NumberFormatException in Swagger upgrading

The issue

ava.lang.NumberFormatException: For input string: ""
    at java.lang.NumberFormatException.forInputString(NumberFormatException.java:65)
    at java.lang.Long.parseLong(Long.java:601)
    at java.lang.Long.valueOf(Long.java:803)
    at io.swagger.models.parameters.AbstractSerializableParameter.getExample(AbstractSerializableParameter.java:412)

The reason

In @ApiModelProperty, if your data type is Long, the default value is an empty string.
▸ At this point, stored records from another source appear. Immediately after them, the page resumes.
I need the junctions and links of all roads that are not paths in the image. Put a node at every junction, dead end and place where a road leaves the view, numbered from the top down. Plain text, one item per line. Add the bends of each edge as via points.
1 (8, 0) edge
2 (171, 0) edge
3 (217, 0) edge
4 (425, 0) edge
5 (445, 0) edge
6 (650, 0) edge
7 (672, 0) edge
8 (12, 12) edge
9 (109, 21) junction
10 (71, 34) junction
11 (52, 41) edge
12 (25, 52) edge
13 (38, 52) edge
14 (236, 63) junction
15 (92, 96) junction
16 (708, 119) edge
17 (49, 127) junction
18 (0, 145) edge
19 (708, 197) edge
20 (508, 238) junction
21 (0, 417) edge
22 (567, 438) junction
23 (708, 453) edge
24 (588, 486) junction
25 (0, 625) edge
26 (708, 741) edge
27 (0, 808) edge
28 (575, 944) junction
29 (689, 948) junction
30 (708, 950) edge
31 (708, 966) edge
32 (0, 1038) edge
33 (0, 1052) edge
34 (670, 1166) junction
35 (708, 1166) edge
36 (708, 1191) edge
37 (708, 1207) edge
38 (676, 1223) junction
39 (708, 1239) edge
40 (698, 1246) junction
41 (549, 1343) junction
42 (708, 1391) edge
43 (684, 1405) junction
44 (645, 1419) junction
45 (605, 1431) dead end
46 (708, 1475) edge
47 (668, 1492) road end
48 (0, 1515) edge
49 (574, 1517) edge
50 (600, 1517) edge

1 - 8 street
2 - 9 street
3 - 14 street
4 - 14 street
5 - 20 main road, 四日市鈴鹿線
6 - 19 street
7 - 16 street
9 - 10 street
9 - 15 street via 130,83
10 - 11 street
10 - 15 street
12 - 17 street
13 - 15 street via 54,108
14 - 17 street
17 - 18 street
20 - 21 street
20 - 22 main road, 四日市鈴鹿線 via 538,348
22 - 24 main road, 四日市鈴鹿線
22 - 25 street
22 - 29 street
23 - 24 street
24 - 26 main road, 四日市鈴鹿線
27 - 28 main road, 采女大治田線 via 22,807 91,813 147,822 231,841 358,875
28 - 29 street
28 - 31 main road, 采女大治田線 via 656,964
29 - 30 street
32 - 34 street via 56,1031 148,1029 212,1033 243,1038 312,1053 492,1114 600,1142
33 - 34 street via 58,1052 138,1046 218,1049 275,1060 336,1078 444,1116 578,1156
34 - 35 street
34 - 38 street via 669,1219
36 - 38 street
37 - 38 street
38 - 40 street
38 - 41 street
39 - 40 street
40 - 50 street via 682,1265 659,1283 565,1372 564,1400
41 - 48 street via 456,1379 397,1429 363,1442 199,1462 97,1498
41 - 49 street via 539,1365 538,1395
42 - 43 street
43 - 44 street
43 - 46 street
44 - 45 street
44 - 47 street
It throws NumberFormatException while converting to a Long value.

The easiest way to fix it is to add a example=12.34. However, in most of the case, it’s not a proper solution.

@ApiModelProperty(value = "order Id",example = "1234")
private Long orderId;

The Fix

This bug is introduced in Swagger after 1.6.0, we would fix it by using the correct dependency in that version.

<dependencies>
    <dependency>
        <groupId>io.springfox</groupId>
        <artifactId>springfox-swagger2</artifactId>
        <exclusions>
            <exclusion>
                <groupId>io.swagger</groupId>
                <artifactId>swagger-annotations</artifactId>
            </exclusion>
            <exclusion>
                <groupId>io.swagger</groupId>
                <artifactId>swagger-models</artifactId>
            </exclusion>
        </exclusions>
    </dependency>
    <dependency>
        <groupId>io.springfox</groupId>
        <artifactId>springfox-swagger-ui</artifactId>
    </dependency>
    <!--Fix the NumberFormatException in Swagger 2.9.2-->
    <dependency>
        <groupId>io.swagger</groupId>
        <artifactId>swagger-models</artifactId>
        <version>1.6.0</version>
    </dependency>
    <dependency>
        <groupId>io.swagger</groupId>
        <artifactId>swagger-annotations</artifactId>
        <version>1.6.0</version>
    </dependency>
</dependencies>

Migrate from V2 to V3 in spring boot projects

  1. Remove library inclusions of earlier releases. Specifically remove springfox-swagger2 and springfox-swagger-ui inclusions.